Inhibition or initiation of a radical polymerization reaction by an ultraviolet-induced enzymatic process.

Department of Chemistry, K. U. Leuven, Celestijnenlaan 200F, 3030 Heverlee, Belgium.
Biotechnology and Bioengineering (Impact Factor: 4.16). 04/1987; 29(4):403-13. DOI: 10.1002/bit.260290402
Source: PubMed

ABSTRACT alpha-Chymotrypsin was modified to a light-controllable enzyme derivative by acylating active serine 195 residue with a cinnamoyl group or analogue. Upon UV irradiation the acylgroup could be isomerized, leading to release of the inhibiting group.
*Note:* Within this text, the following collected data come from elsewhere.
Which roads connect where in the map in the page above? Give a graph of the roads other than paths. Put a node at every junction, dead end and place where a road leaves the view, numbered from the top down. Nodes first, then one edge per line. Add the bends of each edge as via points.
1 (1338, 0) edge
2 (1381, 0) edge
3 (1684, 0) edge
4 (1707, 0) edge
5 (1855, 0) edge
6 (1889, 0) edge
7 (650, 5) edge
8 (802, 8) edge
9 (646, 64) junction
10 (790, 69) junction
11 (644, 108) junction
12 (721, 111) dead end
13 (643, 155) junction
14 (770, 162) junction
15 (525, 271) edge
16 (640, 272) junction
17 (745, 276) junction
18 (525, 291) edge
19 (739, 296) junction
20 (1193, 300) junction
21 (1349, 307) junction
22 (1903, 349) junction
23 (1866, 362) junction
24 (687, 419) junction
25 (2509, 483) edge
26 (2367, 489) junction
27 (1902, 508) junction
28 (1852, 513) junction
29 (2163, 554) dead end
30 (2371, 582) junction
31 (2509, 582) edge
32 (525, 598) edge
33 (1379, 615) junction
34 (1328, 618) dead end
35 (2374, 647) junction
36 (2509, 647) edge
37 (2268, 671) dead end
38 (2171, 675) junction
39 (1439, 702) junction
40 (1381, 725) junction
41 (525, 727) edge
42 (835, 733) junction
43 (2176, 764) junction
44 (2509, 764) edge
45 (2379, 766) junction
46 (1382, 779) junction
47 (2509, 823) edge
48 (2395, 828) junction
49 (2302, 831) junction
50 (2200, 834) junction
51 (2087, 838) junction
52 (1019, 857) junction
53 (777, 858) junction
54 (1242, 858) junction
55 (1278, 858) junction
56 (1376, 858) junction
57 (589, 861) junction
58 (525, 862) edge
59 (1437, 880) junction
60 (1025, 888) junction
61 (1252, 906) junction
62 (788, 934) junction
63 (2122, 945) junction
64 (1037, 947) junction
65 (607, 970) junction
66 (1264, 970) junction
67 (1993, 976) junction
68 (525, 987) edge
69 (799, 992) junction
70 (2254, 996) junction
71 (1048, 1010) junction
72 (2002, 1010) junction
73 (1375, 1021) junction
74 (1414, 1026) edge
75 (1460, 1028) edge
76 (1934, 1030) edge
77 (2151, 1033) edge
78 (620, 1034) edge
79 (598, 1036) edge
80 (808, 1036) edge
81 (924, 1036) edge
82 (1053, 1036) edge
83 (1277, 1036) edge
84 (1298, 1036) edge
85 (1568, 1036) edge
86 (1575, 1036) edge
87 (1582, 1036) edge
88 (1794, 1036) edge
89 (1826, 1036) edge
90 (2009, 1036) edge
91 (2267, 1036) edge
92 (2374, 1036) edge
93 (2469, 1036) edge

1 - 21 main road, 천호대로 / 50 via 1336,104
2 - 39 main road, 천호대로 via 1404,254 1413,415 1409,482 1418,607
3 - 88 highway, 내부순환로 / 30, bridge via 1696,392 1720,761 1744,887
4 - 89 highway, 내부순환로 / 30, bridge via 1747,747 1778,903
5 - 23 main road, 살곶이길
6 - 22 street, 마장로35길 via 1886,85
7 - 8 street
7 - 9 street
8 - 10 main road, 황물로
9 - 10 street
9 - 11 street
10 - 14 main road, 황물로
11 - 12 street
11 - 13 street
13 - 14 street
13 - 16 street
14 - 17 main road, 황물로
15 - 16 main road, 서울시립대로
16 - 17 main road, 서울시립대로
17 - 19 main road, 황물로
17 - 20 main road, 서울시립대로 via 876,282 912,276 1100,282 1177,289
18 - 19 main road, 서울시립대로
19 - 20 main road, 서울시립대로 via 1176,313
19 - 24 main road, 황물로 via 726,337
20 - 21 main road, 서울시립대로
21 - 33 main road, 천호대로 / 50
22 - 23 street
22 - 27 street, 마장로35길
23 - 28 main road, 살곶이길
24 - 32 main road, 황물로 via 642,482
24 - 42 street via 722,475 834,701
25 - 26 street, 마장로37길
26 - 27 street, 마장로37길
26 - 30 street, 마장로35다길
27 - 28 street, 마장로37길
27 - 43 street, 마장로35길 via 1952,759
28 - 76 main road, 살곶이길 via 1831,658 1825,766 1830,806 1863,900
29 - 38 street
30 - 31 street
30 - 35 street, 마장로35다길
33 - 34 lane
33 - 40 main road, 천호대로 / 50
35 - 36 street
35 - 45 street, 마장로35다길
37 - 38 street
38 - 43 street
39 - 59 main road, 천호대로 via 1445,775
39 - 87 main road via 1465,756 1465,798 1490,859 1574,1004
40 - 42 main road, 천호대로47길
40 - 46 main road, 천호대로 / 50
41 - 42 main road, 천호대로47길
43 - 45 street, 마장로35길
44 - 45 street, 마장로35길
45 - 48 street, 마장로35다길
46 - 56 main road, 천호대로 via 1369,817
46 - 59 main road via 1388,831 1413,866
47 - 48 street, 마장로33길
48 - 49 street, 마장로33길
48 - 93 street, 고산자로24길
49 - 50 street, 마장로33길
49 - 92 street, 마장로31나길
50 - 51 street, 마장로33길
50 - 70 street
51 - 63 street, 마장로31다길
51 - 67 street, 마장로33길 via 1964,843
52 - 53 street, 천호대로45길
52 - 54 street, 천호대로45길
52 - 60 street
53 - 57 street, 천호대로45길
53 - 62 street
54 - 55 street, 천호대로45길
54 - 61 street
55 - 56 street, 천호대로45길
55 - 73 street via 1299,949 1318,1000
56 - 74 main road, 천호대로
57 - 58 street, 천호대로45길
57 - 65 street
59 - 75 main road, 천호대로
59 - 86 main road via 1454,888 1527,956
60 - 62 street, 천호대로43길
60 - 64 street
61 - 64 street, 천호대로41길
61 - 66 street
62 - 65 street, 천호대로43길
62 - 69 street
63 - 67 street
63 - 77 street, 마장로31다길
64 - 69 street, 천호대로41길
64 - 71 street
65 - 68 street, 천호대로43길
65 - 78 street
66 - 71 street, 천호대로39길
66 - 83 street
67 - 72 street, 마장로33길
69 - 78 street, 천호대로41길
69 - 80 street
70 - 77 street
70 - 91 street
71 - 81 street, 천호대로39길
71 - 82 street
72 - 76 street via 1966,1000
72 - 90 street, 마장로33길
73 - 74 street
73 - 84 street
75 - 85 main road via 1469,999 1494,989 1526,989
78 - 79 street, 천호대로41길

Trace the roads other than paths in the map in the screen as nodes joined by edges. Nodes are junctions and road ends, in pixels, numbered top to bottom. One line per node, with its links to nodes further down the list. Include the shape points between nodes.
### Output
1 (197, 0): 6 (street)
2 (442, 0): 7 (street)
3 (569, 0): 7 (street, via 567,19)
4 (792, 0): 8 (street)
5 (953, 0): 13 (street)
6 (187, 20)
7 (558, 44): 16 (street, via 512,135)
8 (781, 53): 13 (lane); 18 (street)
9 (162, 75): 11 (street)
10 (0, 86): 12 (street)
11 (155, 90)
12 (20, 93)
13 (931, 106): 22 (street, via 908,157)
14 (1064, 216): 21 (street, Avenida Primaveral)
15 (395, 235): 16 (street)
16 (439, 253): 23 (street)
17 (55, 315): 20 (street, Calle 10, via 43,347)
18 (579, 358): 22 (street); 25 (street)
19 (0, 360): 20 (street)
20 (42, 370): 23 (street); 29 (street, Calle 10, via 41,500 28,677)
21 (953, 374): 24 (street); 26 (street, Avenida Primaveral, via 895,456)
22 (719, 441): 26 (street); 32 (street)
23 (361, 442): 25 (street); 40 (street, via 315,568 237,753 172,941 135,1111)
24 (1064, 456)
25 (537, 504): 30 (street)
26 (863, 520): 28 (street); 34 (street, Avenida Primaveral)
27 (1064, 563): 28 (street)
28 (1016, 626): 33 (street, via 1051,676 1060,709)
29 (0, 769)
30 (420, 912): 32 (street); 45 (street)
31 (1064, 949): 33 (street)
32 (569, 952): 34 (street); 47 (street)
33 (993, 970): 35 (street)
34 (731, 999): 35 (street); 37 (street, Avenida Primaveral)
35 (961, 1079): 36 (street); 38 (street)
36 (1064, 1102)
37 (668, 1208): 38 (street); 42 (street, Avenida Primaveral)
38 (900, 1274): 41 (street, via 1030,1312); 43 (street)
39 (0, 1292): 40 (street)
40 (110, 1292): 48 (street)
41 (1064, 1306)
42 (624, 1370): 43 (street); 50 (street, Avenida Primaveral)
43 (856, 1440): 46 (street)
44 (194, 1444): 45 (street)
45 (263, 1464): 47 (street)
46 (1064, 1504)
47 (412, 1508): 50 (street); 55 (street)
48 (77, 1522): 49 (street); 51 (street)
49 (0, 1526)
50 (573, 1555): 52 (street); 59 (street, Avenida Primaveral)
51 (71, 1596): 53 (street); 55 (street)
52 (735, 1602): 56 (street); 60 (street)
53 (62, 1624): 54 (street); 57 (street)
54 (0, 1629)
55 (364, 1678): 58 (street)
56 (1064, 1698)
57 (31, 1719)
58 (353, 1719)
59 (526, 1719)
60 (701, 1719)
Enzymatic activity could thus be regulated by means of UV light. A full 100% inhibition of the enzymatic activity could not be reached by the cinnamoyl derivative. Only posttreatment with diisopropylfluorophosphate yields a fully inactive enzyme derivative. The shelf-life of the inhibited enzyme was rather poor. Only freeze-dried samples could be used for several months without significant recovery of activity. Adapting the sensitivity of the system to visible light seems limited to the size of an enzyme's active site. Combination of the enzymatic system producing an inhibitor or an initiator with a polymerization reaction can result in a photographic process with a higher amplification factor.